L`extérieur n`est qu`une forme de secours éphémère qui trop souvent conforte dans l`illusion d`un bien être probatoire. S`attacher à la béquille nous fait croire que l`usage de la jambe n`est plus requis. Ainsi, on se leurre; puisque nous avançons toujours, on oublie la blessure. Ce bonheur abstrait réconforte l`insouciance. Quant à la douleur, toujours présente, elle se retrouve refoulée jusqu`au jour où le support finit par s`user. Son ombre, une promesse malfaisante, guette et traque le moindre sourire. Et quand ce jour arrive,  la souffrance délaissée, se métamorphose orgueilleusement en agonie. Tomber, n`est que l`esquisse d`une éventuelle fin; car le pire se trouve à être dans l`atterrissage inattendu.
Et s`adresse au sol qu`une seule question : comment avancer alors que le fondement même du mouvement naturel a été réprimé?  La plupart d`entre vous, essayerez d`agripper le premier pilier qui croisera votre chemin, et ainsi d`une main à une autre vous aurez l`impression d`avoir parcouru la destinée.

Quant à d`autres, qui brisés et trahis n`éprouveront que mépris et méfiance à l`égard de l`extérieur. De ceux-là, certains n`arriveront jamais à se relever; ou  s`ils le font; se retourneront sur eux même sans réussir à mettre un pied devant l`autre. Les derniers, comprendront que l`usage ne revient que par la volonté de soi-même; et en s`explorant ils redécouvrent ce qu`ils avaient perdus ainsi que ce qu`ils cherchaient farouchement. Du platonisme au nihilisme c`est la devise qui met en marche les rouages de la raison : connais-toi et dès lors tu sauras.

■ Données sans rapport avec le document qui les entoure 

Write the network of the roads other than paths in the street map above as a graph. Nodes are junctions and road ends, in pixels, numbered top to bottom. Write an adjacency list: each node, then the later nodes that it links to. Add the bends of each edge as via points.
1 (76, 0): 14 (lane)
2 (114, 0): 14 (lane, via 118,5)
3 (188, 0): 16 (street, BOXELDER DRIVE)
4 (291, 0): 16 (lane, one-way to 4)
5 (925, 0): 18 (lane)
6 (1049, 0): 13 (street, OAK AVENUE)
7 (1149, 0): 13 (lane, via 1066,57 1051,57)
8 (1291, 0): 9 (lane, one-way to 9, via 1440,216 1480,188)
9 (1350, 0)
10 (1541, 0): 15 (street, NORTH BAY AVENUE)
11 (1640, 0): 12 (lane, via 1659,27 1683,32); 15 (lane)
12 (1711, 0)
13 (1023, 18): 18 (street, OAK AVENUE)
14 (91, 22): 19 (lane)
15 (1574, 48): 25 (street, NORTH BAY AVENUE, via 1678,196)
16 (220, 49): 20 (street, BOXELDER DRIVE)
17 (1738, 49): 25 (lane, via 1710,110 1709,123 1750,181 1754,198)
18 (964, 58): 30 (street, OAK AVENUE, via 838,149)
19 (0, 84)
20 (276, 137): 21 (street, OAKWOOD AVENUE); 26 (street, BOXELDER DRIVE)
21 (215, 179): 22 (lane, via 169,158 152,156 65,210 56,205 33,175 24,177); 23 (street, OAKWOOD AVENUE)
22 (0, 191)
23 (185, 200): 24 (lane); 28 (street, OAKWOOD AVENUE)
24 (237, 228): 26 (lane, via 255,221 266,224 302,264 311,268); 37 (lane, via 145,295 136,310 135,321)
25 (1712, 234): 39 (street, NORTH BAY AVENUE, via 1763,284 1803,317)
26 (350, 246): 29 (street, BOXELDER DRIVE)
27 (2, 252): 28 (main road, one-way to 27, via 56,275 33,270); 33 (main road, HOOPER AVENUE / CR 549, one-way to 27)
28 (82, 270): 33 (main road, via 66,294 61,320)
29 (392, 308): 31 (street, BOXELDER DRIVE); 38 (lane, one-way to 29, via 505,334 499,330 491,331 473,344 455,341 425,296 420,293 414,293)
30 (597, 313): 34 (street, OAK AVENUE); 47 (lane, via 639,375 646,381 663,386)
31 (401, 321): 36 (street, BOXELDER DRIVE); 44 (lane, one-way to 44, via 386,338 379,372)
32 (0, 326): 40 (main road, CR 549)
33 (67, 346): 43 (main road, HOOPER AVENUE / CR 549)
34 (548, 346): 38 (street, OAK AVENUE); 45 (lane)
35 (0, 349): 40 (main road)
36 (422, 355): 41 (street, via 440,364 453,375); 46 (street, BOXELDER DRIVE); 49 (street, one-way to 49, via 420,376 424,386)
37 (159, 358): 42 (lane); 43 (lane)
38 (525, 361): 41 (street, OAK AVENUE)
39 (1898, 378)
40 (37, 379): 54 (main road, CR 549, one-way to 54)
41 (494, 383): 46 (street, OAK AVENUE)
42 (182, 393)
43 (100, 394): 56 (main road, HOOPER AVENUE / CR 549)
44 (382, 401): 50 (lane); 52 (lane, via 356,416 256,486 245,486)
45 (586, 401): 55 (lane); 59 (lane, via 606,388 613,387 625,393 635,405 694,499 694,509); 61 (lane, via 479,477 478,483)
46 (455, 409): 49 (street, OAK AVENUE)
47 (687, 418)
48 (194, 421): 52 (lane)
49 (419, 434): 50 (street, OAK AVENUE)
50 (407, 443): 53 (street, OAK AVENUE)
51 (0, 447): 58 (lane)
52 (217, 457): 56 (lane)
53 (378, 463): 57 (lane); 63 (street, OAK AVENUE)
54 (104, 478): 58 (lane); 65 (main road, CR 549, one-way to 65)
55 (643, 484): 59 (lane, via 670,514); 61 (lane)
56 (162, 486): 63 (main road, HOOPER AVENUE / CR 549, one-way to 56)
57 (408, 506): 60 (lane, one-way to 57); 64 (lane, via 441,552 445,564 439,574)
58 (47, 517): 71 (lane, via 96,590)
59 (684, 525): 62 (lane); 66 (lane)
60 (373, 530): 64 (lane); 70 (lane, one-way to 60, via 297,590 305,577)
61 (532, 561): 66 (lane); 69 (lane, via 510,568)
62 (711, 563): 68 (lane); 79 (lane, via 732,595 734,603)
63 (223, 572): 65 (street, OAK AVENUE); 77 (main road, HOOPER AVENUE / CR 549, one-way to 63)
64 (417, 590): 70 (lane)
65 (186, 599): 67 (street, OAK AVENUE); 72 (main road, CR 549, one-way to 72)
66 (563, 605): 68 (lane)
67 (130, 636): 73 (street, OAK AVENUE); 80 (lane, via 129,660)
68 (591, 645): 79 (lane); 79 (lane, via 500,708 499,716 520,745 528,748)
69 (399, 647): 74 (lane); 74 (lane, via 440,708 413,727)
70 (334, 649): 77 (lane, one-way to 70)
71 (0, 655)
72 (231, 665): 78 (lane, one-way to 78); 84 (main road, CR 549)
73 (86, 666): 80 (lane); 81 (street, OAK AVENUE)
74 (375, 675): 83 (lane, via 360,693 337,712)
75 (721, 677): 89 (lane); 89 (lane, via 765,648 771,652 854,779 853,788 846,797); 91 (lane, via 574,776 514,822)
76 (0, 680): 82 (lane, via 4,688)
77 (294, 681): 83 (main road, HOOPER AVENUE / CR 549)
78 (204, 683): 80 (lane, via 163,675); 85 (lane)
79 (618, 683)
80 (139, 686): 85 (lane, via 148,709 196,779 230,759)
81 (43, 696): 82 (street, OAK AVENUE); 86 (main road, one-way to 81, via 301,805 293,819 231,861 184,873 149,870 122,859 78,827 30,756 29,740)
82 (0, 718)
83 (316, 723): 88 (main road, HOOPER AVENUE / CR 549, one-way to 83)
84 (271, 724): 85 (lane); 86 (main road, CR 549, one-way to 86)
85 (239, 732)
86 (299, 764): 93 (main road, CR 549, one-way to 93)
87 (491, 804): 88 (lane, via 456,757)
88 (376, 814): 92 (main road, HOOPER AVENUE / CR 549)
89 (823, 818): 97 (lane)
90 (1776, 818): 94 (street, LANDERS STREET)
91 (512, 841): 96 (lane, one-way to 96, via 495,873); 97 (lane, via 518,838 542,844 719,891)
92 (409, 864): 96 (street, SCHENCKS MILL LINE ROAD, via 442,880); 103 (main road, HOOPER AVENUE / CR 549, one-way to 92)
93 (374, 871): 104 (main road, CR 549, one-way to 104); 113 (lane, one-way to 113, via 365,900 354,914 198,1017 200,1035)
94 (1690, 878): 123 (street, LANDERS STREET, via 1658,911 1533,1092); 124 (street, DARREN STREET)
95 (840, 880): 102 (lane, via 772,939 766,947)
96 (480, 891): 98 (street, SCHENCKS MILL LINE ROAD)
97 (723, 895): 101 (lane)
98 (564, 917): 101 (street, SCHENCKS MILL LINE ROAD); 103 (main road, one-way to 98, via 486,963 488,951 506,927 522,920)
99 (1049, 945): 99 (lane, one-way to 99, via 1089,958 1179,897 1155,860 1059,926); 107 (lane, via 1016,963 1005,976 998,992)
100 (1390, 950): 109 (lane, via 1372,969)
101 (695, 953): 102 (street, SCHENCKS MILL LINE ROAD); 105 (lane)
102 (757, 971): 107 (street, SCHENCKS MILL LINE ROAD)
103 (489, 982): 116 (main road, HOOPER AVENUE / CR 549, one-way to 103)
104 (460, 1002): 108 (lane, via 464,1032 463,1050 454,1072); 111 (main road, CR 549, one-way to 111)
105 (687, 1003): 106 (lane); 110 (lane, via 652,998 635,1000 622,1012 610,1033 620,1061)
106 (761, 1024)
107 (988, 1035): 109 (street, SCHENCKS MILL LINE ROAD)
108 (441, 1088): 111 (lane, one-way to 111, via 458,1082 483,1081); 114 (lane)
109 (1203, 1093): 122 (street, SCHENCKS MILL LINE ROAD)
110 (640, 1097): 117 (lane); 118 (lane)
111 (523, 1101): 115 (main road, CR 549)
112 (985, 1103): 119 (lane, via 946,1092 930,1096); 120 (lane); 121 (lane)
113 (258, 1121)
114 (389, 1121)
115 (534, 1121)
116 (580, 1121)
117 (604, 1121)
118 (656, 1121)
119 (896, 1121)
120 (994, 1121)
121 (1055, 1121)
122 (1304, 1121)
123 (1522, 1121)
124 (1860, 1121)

Chacun le sait proprement tout en le craignant; le désespoir, la dépression, la névrose naissent de soi et ce n`est pas à coup de pilules qu`on peut retrouver le sourire de la victoire. Avoir peur de l`admettre parce que cela nous renvoit à la nature solitaire de l`humain est naturel mais cela ne l`efface pas : on est seul à pouvoir se réconforter et trouver son Bonheur.